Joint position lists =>
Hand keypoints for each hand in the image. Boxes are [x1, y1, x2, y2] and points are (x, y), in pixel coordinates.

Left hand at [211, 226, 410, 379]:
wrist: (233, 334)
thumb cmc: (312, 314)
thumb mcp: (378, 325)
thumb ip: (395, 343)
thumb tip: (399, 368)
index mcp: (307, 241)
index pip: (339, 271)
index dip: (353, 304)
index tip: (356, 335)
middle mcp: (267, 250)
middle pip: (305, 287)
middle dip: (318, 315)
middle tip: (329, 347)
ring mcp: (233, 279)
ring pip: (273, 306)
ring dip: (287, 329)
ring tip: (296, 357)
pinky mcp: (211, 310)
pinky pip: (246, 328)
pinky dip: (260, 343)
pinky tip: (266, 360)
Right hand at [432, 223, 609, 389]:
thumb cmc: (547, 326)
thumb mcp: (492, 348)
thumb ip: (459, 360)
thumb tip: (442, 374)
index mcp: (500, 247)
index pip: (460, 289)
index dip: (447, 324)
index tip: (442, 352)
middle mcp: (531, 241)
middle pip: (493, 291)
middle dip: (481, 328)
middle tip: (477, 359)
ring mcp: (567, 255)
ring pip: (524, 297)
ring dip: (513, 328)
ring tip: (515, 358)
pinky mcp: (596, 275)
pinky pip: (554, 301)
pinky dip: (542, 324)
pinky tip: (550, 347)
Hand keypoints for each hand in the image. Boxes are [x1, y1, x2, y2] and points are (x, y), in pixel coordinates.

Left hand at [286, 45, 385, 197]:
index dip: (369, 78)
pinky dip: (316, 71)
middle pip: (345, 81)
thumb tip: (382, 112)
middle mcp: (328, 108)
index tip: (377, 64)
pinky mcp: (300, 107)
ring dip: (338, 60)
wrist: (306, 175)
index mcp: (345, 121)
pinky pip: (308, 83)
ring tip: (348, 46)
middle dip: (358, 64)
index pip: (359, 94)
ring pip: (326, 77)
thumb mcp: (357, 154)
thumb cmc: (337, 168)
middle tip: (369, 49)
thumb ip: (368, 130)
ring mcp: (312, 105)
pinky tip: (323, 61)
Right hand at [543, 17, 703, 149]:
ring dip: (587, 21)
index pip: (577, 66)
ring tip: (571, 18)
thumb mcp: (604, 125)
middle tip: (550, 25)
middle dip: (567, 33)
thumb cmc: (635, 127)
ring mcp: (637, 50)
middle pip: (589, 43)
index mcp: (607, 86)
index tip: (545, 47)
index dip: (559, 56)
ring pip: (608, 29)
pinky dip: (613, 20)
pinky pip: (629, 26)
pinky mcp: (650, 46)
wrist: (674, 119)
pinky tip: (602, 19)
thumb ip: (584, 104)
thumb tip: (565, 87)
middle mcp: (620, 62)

--

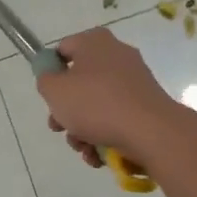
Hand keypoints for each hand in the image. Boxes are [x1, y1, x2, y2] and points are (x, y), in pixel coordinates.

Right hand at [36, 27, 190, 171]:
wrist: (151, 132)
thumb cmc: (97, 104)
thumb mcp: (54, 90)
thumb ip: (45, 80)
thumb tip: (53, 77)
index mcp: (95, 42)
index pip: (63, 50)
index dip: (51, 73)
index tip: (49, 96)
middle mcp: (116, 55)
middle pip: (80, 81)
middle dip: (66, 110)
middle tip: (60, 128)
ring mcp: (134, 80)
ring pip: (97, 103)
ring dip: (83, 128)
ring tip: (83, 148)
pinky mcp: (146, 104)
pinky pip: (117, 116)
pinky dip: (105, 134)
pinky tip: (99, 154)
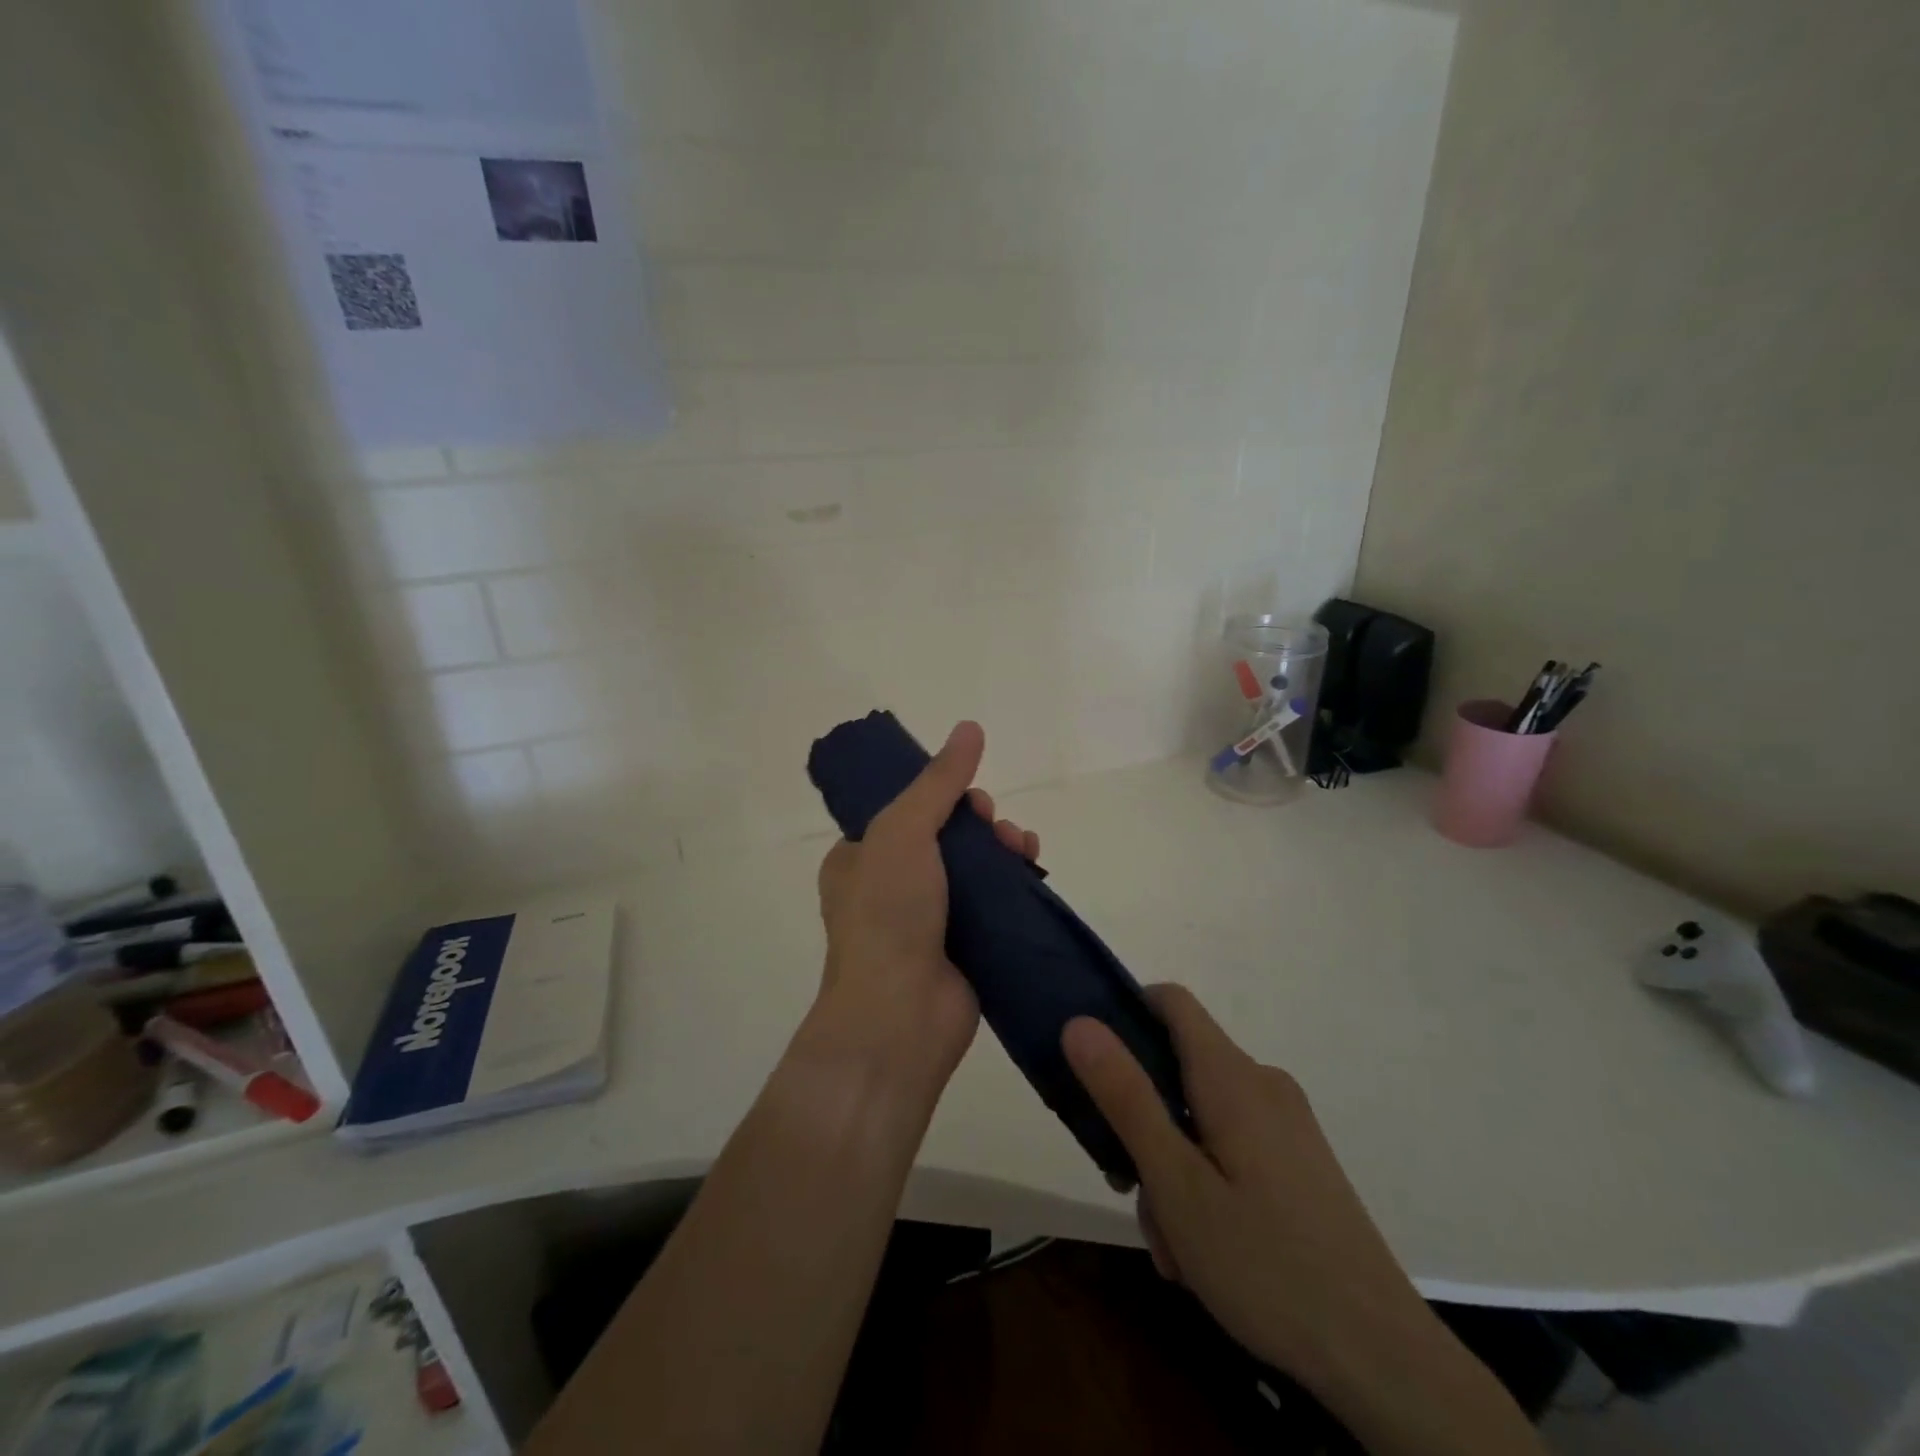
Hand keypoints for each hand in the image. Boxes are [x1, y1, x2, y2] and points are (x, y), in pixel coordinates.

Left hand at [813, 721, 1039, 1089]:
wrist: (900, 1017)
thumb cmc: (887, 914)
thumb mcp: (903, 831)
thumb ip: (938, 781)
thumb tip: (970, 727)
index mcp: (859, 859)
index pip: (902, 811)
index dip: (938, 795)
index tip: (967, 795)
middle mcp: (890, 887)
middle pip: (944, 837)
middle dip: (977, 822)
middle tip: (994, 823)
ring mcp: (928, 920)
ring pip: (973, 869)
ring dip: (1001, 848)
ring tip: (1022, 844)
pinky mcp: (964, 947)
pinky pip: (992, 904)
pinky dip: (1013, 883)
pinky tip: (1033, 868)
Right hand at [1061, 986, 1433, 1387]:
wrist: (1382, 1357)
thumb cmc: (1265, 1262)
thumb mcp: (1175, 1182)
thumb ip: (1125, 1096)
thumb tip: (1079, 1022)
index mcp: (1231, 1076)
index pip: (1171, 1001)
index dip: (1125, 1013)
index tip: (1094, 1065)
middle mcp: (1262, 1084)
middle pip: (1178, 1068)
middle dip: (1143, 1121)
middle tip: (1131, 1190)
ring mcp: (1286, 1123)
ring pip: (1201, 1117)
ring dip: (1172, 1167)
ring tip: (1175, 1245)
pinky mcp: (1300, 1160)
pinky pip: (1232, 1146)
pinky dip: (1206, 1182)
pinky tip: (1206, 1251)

PROBLEM DESCRIPTION =>
Working from the data above, extract solely the lines from the one containing "index tip: (545, 47)" through the one containing "middle mcp: (620, 62)", exactly as they appear, both included.

RESULT OF THE EXERCISE =>
index tip: (545, 47)
index dip: (559, 56)
ring pip: (608, 29)
pinky dip: (613, 20)
pinky pip: (629, 26)
pinky mcp: (650, 46)
wrist: (674, 119)
pinky tip: (602, 19)
thumb ip: (584, 104)
thumb tip: (565, 87)
middle mcp: (620, 62)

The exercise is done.